Start of Dataset content

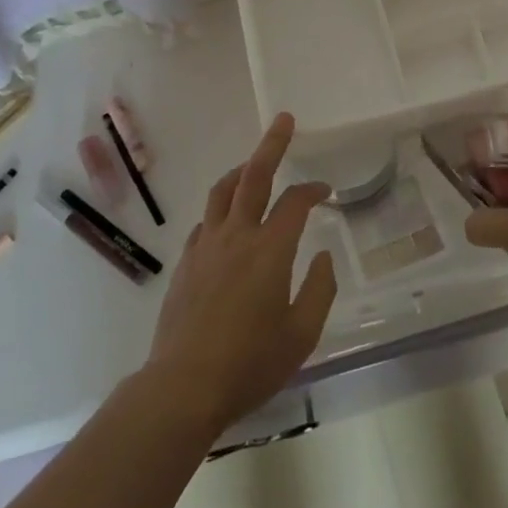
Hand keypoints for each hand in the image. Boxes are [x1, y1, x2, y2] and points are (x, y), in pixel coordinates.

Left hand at [145, 113, 337, 436]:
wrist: (183, 387)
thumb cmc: (250, 363)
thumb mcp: (301, 335)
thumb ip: (319, 290)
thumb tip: (324, 256)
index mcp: (270, 250)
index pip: (295, 202)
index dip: (313, 189)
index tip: (325, 190)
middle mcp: (237, 236)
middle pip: (254, 176)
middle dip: (272, 145)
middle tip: (283, 120)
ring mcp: (206, 246)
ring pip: (222, 192)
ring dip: (241, 171)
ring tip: (252, 164)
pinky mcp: (186, 262)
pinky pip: (205, 221)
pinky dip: (220, 210)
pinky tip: (226, 222)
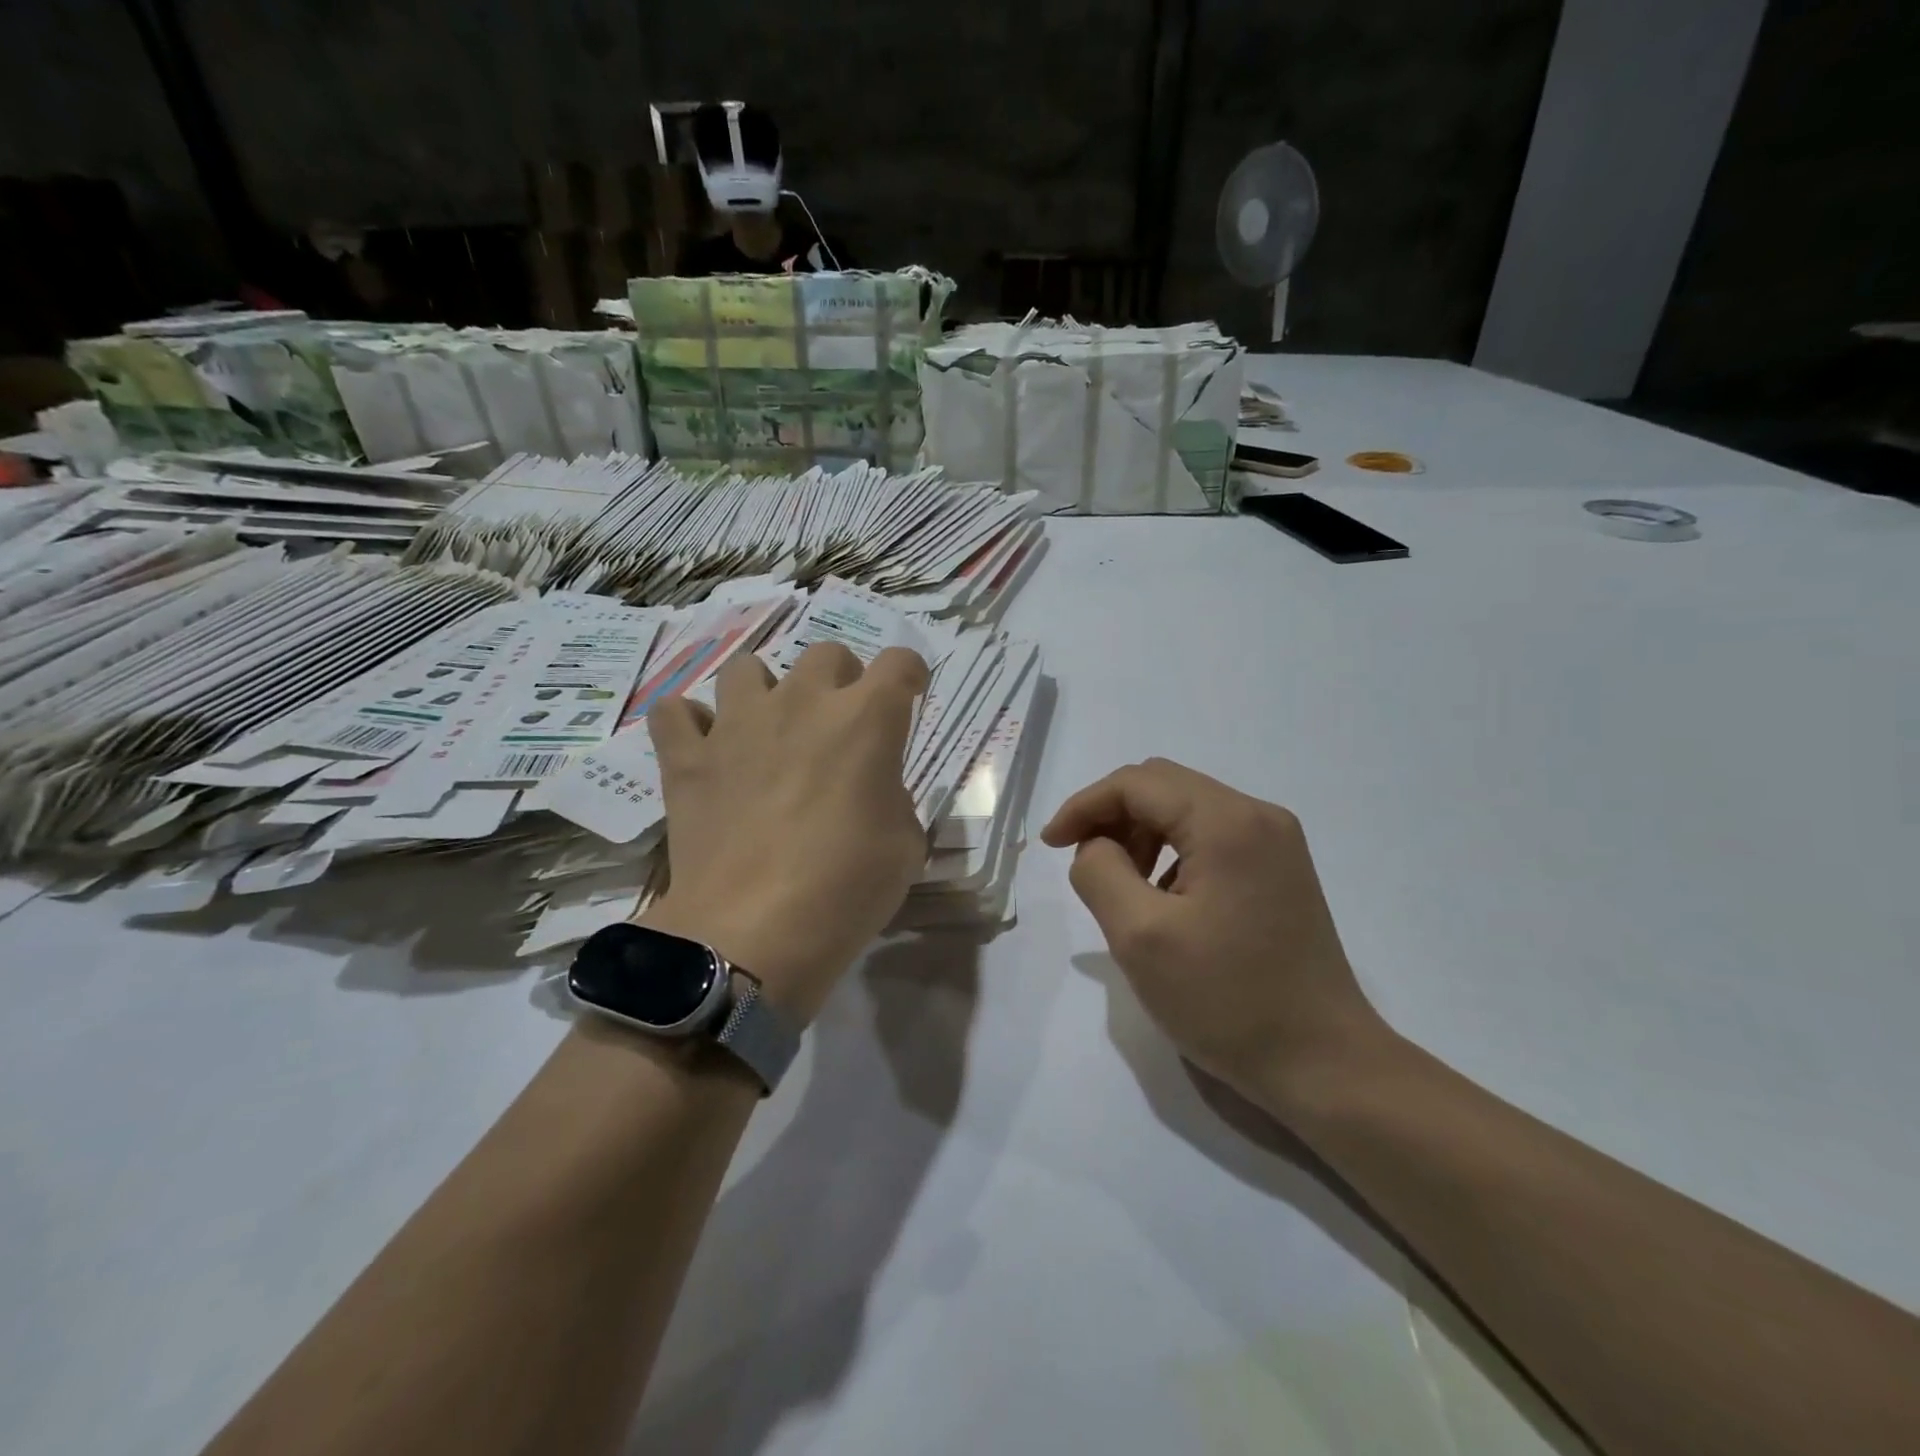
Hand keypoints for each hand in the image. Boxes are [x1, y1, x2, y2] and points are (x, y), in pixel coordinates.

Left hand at [645, 642, 930, 1023]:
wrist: (752, 932)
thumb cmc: (846, 889)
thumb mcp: (905, 846)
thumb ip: (893, 799)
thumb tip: (870, 791)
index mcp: (866, 719)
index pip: (899, 662)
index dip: (909, 676)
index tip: (908, 697)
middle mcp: (802, 703)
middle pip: (827, 654)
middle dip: (842, 680)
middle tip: (840, 726)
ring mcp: (738, 724)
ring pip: (748, 668)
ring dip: (766, 692)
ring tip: (769, 732)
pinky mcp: (688, 757)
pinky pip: (675, 713)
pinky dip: (691, 724)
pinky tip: (706, 749)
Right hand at [1042, 758, 1387, 1106]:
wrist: (1324, 1064)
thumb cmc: (1227, 1001)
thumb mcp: (1140, 937)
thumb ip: (1100, 872)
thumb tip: (1096, 847)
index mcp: (1227, 822)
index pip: (1137, 783)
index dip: (1084, 805)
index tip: (1051, 845)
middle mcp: (1258, 815)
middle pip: (1163, 787)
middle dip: (1112, 816)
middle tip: (1084, 864)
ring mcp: (1276, 842)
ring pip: (1186, 809)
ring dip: (1141, 834)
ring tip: (1123, 887)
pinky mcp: (1281, 869)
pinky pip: (1211, 836)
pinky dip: (1172, 852)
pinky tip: (1164, 899)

End of Dataset content

What is required: Work out how many lines of the records contain "ring", and reply with the number alone.

Task result: 12